Saturday, January 30, 2021

Bertrand Russell: The Ghost of Madness, 1921-1970 II

There is so much day-to-day information on Russell's life in this book that I can only take it in small doses. It doesn't help that Russell was already well past his intellectual peak by 1924, and his personal life is beginning to look like a fiasco. Dora came into her own as a political activist and an advocate of birth control and wrote books that became popular. At times she and Russell agreed in these matters, but, when it came to politics, he was hardly a man of the people. As a Victorian aristocrat, during his life he had previously had little contact with ordinary workers. Though he admired the Chinese, he disliked the Russians and the African-Americans whom he met, and he had no affinity for the working class. Dora was extremely progressive and liked to think that she was helping the human cause. Russell, on the other hand, vacillated, and whenever he became engaged as a political activist he was soon repulsed by the people. He continued to write books when he had enough time and branched out into science journalism. Since he was familiar with mathematics, he described special and general relativity for lay readers and became popular in that genre.

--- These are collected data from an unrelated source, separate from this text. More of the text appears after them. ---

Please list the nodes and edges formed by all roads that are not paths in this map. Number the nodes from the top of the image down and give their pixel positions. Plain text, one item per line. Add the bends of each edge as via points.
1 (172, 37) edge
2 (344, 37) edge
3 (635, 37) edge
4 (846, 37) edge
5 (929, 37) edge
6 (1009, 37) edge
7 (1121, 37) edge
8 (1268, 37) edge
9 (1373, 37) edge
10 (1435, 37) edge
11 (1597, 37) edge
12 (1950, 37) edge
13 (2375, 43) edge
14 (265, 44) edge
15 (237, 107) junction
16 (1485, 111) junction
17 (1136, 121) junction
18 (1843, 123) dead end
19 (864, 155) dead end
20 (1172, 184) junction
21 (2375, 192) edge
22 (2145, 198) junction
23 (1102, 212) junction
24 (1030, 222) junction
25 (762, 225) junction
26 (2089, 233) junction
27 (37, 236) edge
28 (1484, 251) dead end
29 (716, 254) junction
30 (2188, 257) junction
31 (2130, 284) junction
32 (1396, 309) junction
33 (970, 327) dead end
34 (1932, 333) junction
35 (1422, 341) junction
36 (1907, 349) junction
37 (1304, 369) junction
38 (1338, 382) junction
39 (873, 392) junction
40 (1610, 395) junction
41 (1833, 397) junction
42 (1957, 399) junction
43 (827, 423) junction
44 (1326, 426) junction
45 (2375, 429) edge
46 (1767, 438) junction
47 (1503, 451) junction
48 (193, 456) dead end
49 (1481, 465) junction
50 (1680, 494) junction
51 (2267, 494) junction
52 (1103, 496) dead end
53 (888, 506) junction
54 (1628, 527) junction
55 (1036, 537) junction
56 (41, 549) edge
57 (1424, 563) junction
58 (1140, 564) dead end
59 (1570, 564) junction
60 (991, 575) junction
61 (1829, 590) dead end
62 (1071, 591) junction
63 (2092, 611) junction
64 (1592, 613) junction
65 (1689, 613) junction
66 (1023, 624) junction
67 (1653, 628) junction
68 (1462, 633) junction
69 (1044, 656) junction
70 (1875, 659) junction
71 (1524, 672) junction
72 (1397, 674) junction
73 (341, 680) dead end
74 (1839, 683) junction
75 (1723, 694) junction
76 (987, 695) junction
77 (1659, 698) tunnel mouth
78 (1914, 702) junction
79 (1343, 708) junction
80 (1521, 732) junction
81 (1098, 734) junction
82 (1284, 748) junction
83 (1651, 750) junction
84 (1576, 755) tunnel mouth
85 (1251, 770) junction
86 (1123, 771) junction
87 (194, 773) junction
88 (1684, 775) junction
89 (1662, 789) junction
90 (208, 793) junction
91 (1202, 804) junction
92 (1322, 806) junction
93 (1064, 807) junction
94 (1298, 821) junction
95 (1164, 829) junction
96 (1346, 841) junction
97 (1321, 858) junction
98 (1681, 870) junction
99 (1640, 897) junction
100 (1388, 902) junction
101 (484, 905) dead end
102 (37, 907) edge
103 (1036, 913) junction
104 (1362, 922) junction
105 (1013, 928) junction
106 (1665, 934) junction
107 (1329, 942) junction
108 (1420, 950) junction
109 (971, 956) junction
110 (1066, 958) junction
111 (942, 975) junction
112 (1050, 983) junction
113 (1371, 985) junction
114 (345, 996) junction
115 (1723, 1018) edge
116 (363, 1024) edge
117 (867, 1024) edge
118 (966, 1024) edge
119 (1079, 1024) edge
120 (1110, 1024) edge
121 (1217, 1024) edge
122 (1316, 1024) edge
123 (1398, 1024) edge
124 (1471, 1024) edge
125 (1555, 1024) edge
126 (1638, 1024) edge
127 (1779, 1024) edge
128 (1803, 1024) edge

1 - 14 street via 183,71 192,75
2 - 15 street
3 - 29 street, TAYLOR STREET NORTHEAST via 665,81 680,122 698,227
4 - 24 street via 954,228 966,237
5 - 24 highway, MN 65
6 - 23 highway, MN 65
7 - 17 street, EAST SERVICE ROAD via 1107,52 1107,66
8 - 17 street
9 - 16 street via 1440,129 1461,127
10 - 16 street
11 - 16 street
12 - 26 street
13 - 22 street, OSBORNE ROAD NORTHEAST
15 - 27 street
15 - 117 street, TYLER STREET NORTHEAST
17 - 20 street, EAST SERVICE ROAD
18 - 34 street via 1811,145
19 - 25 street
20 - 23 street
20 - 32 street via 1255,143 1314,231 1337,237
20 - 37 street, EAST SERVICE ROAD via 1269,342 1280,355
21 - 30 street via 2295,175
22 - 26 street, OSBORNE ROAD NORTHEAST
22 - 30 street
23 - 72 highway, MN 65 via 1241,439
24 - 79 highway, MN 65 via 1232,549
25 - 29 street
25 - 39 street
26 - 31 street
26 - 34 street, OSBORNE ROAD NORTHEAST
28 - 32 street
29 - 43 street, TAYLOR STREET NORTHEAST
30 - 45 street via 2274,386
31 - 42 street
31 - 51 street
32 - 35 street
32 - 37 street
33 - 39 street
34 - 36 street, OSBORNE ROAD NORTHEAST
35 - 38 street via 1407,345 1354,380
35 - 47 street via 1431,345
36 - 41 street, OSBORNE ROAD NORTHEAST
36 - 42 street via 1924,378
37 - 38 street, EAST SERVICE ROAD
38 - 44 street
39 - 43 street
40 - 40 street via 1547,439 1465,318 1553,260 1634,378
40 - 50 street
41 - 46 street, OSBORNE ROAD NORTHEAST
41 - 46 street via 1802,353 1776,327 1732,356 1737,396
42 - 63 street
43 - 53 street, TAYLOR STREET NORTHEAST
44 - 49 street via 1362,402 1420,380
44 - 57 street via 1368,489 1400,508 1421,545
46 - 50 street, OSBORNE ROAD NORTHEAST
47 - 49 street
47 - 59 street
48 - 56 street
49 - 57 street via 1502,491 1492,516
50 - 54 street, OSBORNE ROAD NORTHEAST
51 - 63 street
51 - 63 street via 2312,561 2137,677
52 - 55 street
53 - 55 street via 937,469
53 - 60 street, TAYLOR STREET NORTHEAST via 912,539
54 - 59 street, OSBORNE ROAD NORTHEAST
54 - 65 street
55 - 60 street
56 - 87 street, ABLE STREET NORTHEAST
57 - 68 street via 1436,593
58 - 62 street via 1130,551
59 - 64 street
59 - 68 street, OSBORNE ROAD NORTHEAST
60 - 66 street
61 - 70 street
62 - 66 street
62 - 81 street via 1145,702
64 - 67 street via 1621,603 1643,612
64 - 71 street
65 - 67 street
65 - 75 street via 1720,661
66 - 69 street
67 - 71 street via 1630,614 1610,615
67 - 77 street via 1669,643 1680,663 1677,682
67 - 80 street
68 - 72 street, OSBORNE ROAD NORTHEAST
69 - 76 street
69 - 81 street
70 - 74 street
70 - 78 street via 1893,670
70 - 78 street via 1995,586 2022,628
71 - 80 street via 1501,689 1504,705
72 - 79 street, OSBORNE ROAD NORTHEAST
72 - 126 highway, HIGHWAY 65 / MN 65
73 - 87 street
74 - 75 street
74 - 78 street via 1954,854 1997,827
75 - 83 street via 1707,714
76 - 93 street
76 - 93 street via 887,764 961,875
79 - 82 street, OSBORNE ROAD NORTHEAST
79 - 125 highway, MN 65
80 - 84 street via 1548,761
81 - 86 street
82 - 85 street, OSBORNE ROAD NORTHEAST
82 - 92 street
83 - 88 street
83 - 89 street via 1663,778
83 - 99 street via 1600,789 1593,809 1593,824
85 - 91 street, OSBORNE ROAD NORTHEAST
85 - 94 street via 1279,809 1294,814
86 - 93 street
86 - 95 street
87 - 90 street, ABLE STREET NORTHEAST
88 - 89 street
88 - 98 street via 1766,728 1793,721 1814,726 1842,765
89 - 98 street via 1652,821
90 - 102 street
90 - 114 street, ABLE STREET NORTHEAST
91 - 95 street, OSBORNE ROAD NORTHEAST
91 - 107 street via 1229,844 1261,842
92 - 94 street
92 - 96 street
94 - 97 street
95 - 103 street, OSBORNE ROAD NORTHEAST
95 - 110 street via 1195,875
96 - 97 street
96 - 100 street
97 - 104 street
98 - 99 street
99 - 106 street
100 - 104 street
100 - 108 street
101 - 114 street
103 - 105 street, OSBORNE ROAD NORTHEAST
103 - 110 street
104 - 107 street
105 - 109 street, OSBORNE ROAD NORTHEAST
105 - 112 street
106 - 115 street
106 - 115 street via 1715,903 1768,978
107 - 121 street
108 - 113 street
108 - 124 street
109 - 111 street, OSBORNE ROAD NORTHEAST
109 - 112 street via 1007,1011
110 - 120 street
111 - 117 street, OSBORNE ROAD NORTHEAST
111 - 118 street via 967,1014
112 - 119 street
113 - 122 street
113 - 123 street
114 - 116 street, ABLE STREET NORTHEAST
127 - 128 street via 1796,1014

Because both Russell and Dora were interested in childhood education, they founded the Beacon Hill School in 1927. It was located at Telegraph House, in Sussex, and they rented the property from his brother, Frank. They wanted to give their children, John and Kate, good educations that would infuse them with progressive ideas in the hope that they would become well-adjusted adults. Although the school seems to have had some success, there was not enough money in it to support the family, and it interfered with Russell's writing and lecturing. Dora also had a public career, which caused her to be away lecturing at times. Conspicuously, the living arrangement, with all the teachers and students living on the property, seems chaotic. Russell was having an affair with Alice Stücki, a Swiss governess who had originally been hired to teach John French. Dora was having an affair with a man named Roy Randall, who also became part of the staff. During this period, Russell was impotent in his relationship with Dora, probably for psychological reasons.

As far as I've read, the school isn't working well for John and Kate. They were treated the same as the other students and often felt ignored by their parents. Moreover, many of the other students had behavioral problems and were intentionally sent there by their parents for that reason. The environment seems to have been unfavorable for John, who was often bullied by the other boys. This arrangement seems especially bizarre when you consider that Russell supposedly had a deep love for John and wanted to raise him as well as possible. Monk says that Russell was trying to prevent the psychological strains that he had experienced as a result of the early deaths of his parents. So far, John isn't doing very well, even though he is favored over Kate, who seems to be more intellectually talented and more psychologically stable.

In Monk's telling, Dora is beginning to look rather insensitive and self-indulgent. Specifically, he thinks that Russell was emotionally weak and required a lot of female support, though he himself was egocentric. It sounds as if Dora had a rather naïve progressive ideology in which people loved whomever they wanted to love, and everything fell into place. My take is that she was a highly extroverted person who was incapable of maintaining relationships of any depth. Although Russell himself was rather cold, Dora's insensitivity was difficult for him to bear. On a speaking tour of the U.S., Dora began another affair with another man, Griffin Barry, a left-wing journalist who also admired the Soviet Union and had befriended the American radical, John Reed. As you might expect, this free-love scenario is teetering toward disaster, but it's unravelling at a snail's pace in the book. From my point of view, this is an example of how people who live in the world of ideas can become completely detached from reality and, in the process, lose sight of the fact that they are biological entities who have countless genetic constraints, many of which lie beyond their conception. While Russell didn't have a perfect grasp of the situation, in hindsight he certainly seems to have had a better insight than Dora into the weaknesses of the Soviet Union, which subsequently evolved into one of the most corrupt dictatorships in the world.

In general, I am still sympathetic with Russell, because he recognized that the way forward for humanity was to follow science. However, it appears that he himself did not have much of a scientific mind, and he often seems to have jumped to erroneous conclusions because he didn't consider matters carefully over long periods. This is why more plodding thinkers, such as Charles Darwin, are able to produce more significant results than quick-thinking, intellectually adept thinkers such as Russell.

I had hoped to move faster through the book, but I'm afraid it's going to take a long time.